Positivity is a great thing. I look to see the good in everything while also being sensitive to those who might not be able to see the positive at a particular moment. If you’ve got a friend who is struggling, you could even try saying, “I’ll carry the positivity for both of us” as a way to support them when they can’t support themselves.
“Everything is awesome in my life.”

PLEASE share your triumphs and your joys with the world. Don’t hide those things, we need more positivity in the world! But don’t be afraid to tell others when you have a bad day too. Being vulnerable is part of living authentically and it’s inevitable that even the positive people will have a bad day. Share your honest journey and people will feel like they can relate to you more because of it.
It’s about being supportive.
Ultimately, it’s about being there for people when they need it most in order to give them hope to keep going.

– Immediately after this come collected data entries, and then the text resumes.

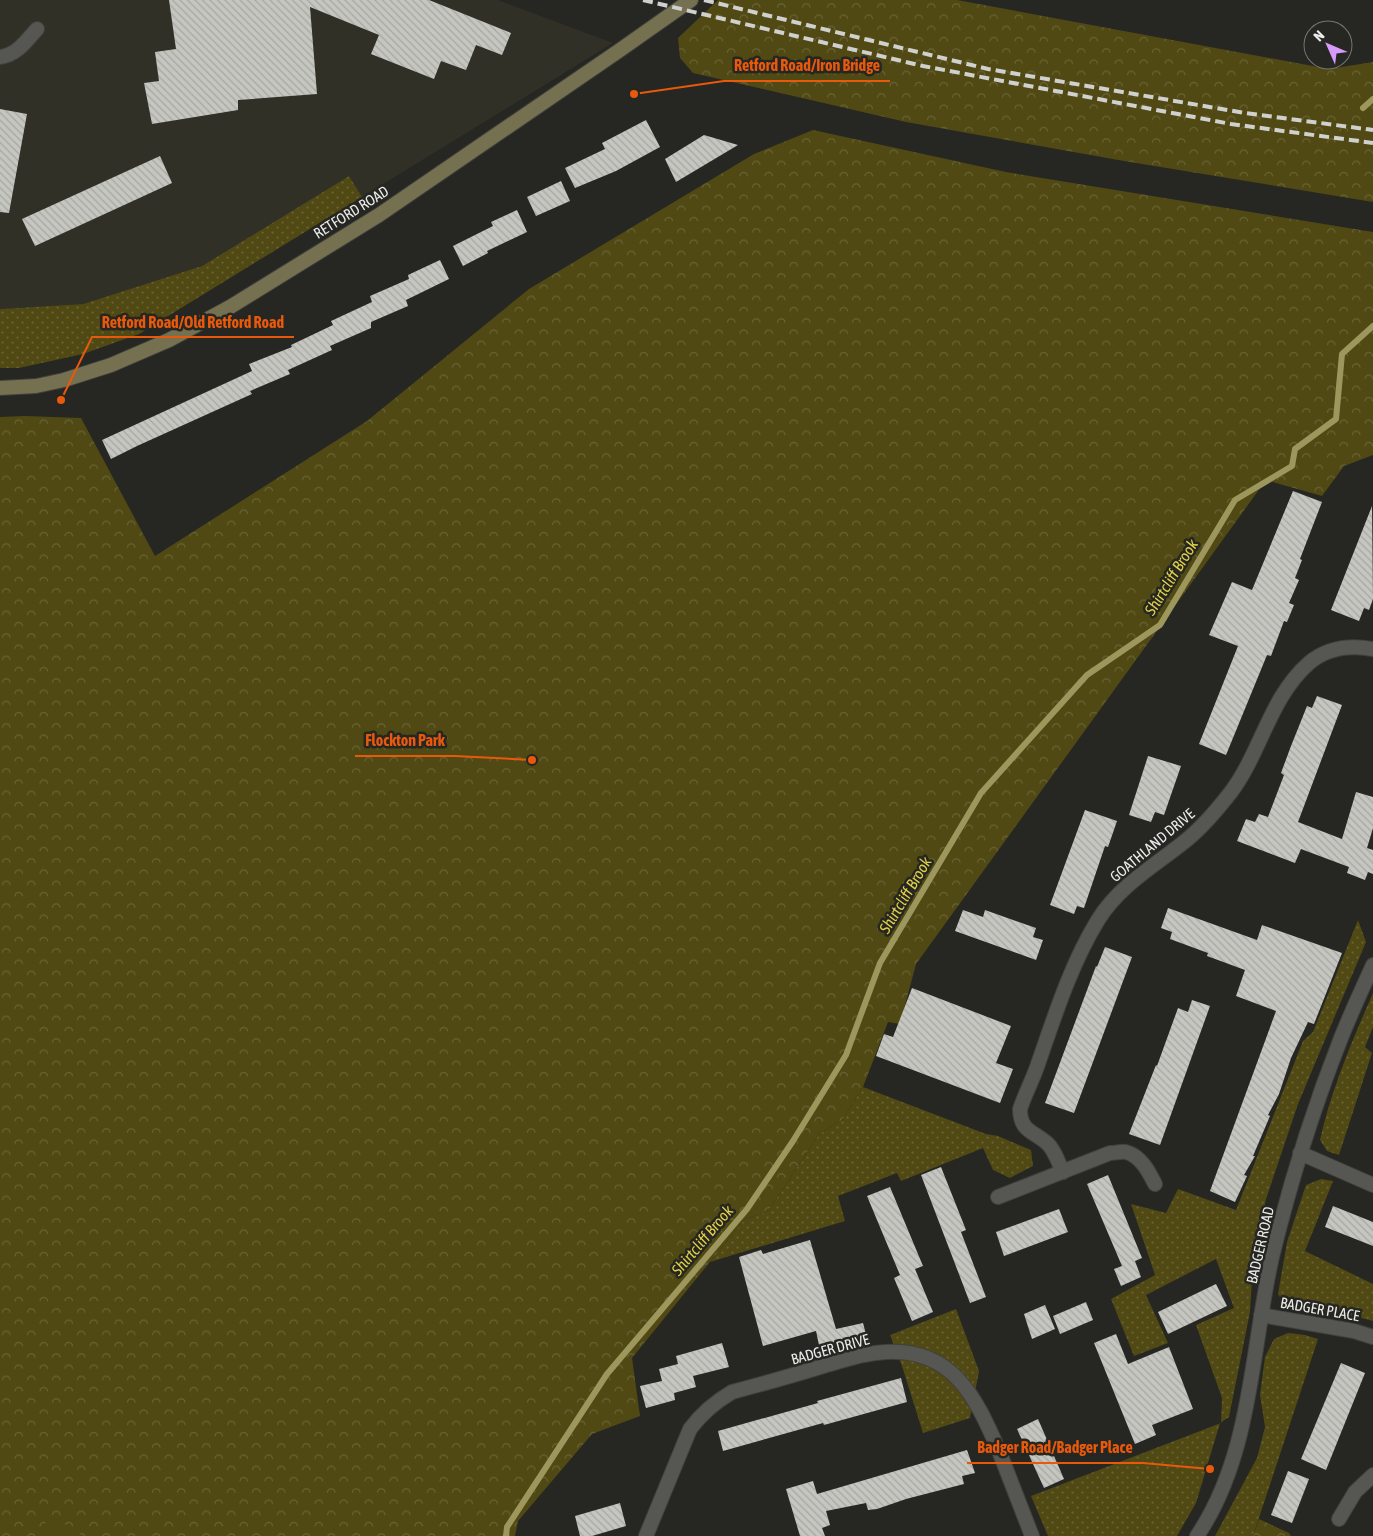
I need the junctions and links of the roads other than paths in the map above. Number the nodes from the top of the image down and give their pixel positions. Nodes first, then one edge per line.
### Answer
1 (691, 0) edge
2 (37, 29) dead end
3 (0, 57) edge
4 (0, 388) edge
5 (1373, 649) edge
6 (1373, 965) edge
7 (1300, 1154) junction
8 (1063, 1172) junction
9 (1155, 1184) dead end
10 (1373, 1186) edge
11 (998, 1197) dead end
12 (1261, 1315) junction
13 (1373, 1336) edge
14 (1373, 1475) edge
15 (1339, 1518) dead end
16 (646, 1536) edge
17 (1032, 1536) edge
18 (1197, 1536) edge

1 - 4 main road, RETFORD ROAD
2 - 3 street
5 - 8 street, GOATHLAND DRIVE
6 - 7 street, BADGER ROAD
7 - 10 street
7 - 12 street, BADGER ROAD
8 - 9 street
8 - 11 street
12 - 13 street, BADGER PLACE
12 - 18 street, BADGER ROAD
14 - 15 street
16 - 17 street, BADGER DRIVE

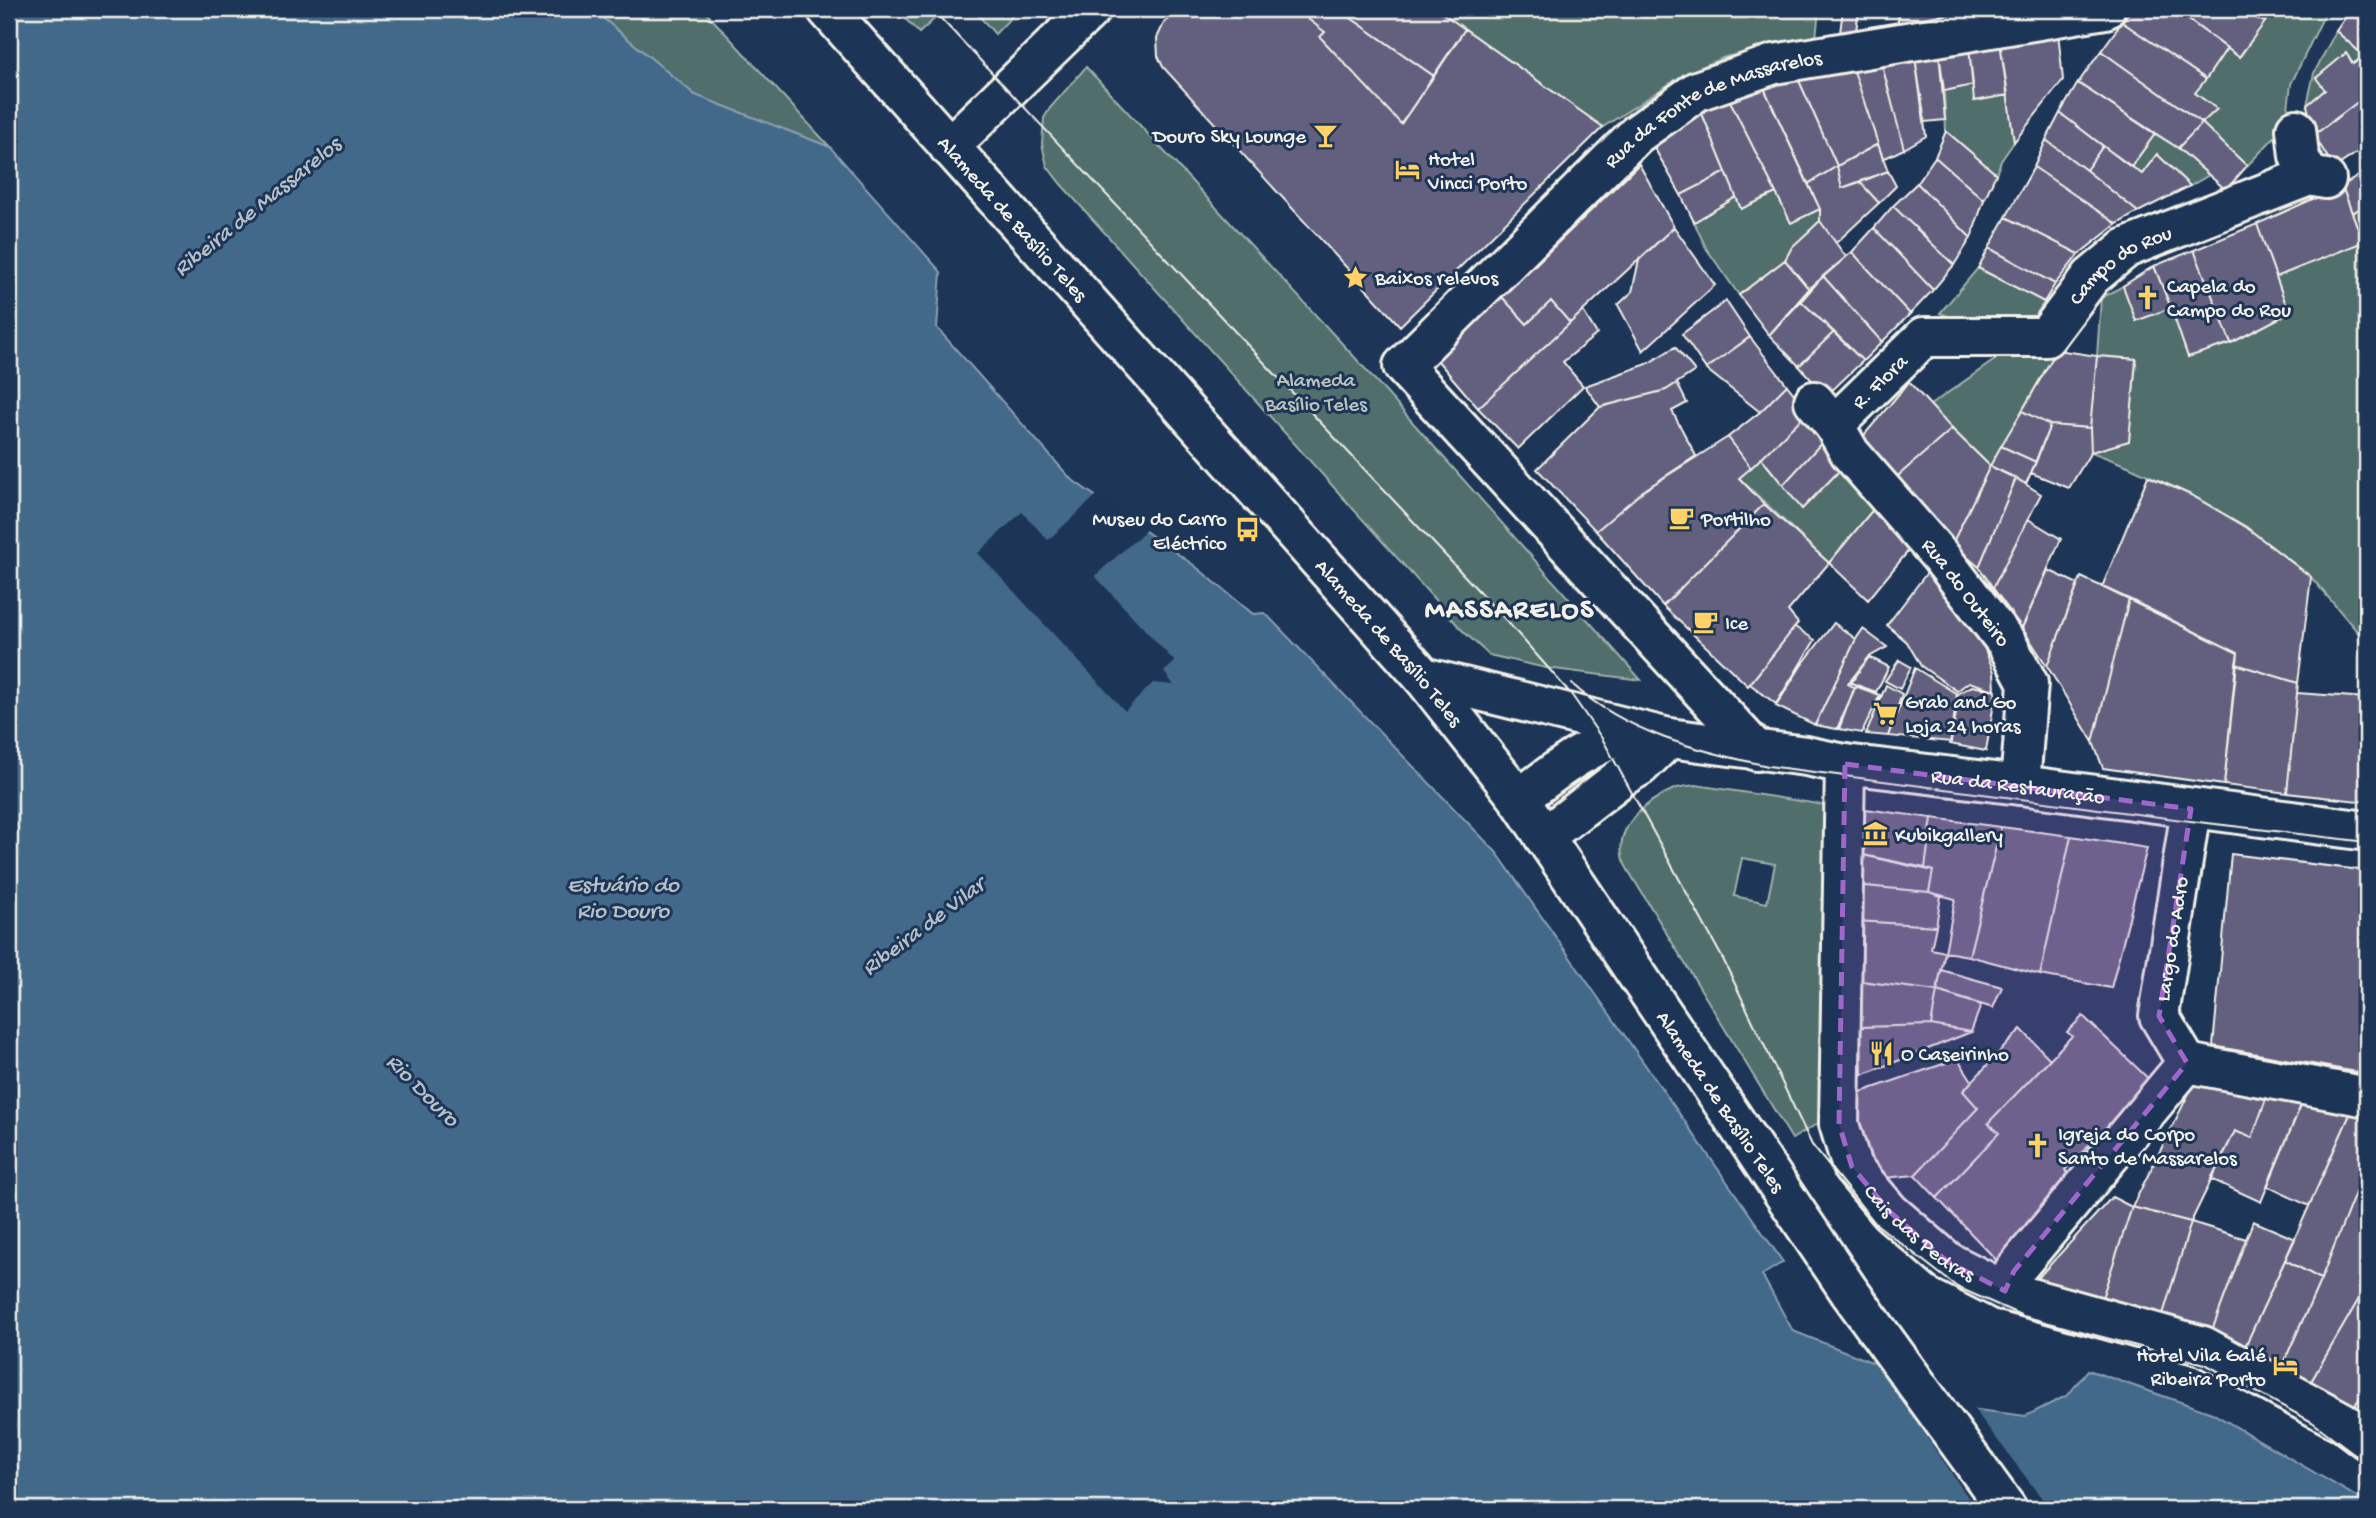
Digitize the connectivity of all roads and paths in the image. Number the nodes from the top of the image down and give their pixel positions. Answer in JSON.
{"nodes":[{"id":1,"x":827,"y":9,"type":"edge"},
{"id":2,"x":2105,"y":9,"type":"edge"},
{"id":3,"x":1085,"y":11,"type":"edge"},
{"id":4,"x":2296,"y":129,"type":"dead end"},
{"id":5,"x":949,"y":147,"type":"junction"},
{"id":6,"x":1924,"y":337,"type":"joint"},
{"id":7,"x":1824,"y":413,"type":"joint"},
{"id":8,"x":1423,"y":677,"type":"junction"},
{"id":9,"x":1651,"y":734,"type":"junction"},
{"id":10,"x":1757,"y":751,"type":"junction"},
{"id":11,"x":1845,"y":764,"type":"junction"},
{"id":12,"x":2021,"y":785,"type":"junction"},
{"id":13,"x":1519,"y":799,"type":"junction"},
{"id":14,"x":2191,"y":809,"type":"junction"},
{"id":15,"x":2367,"y":831,"type":"edge"},
{"id":16,"x":1544,"y":836,"type":"junction"},
{"id":17,"x":2187,"y":1063,"type":"junction"},
{"id":18,"x":2367,"y":1097,"type":"edge"},
{"id":19,"x":2005,"y":1291,"type":"junction"},
{"id":20,"x":2367,"y":1440,"type":"edge"},
{"id":21,"x":2007,"y":1509,"type":"edge"}],
"edges":[{"from":1,"to":5,"type":"street","name":"Alameda de Basílio Teles"},
{"from":2,"to":10,"type":"street","name":"Rua da Fonte de Massarelos"},
{"from":3,"to":5,"type":"street"},
{"from":4,"to":6,"type":"street","name":"Campo do Rou"},
{"from":5,"to":8,"type":"street","name":"Alameda de Basílio Teles"},
{"from":6,"to":7,"type":"street","name":"R. Flora"},
{"from":7,"to":12,"type":"street","name":"Rua do Outeiro"},
{"from":8,"to":9,"type":"street","name":"Rua da Restauração"},
{"from":8,"to":13,"type":"street","name":"Alameda de Basílio Teles"},
{"from":9,"to":10,"type":"street","name":"Rua da Restauração"},
{"from":9,"to":13,"type":"street","name":"Rua da Restauração"},
{"from":9,"to":16,"type":"street"},
{"from":10,"to":11,"type":"street","name":"Rua da Restauração"},
{"from":11,"to":12,"type":"street","name":"Rua da Restauração"},
{"from":11,"to":19,"type":"street","name":"Cais das Pedras"},
{"from":12,"to":14,"type":"street","name":"Rua da Restauração"},
{"from":13,"to":16,"type":"street","name":"Alameda de Basílio Teles"},
{"from":14,"to":15,"type":"street","name":"Rua da Restauração"},
{"from":14,"to":17,"type":"street","name":"Largo do Adro"},
{"from":16,"to":21,"type":"street","name":"Alameda de Basílio Teles"},
{"from":17,"to":18,"type":"street"},
{"from":17,"to":19,"type":"street"},
{"from":19,"to":20,"type":"street","name":"Cais das Pedras"}]}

There are ways to share in a way that provides hope without the bad effects of positivity. We all go through tough times and instead of seeing positivity as a feel-good, happy-go-lucky approach to life, view it as a deeper awareness of the goodness and meaning in life that isn’t affected by changing circumstances.
Positivity is hope.
If you’ve fallen into extreme positivity, I hope the 5 bad effects of positivity will help you think twice before saying something you might regret later. Supporting others during a painful time should be hopeful, which means we can’t run away from pain. We have to wait it out even while we look for a rainbow waiting on the other side of the storm clouds.
Let the hope of a rainbow give you the strength. There is meaning to our lives and when you find something meaningful to hold on to, you can ride out any storm. Find meaning outside of yourself. Hold on to anything that helps you see the bigger picture, even in those moments of struggle. And of course, be there for a friend when they are going through painful moments too.
Together, we can get through anything.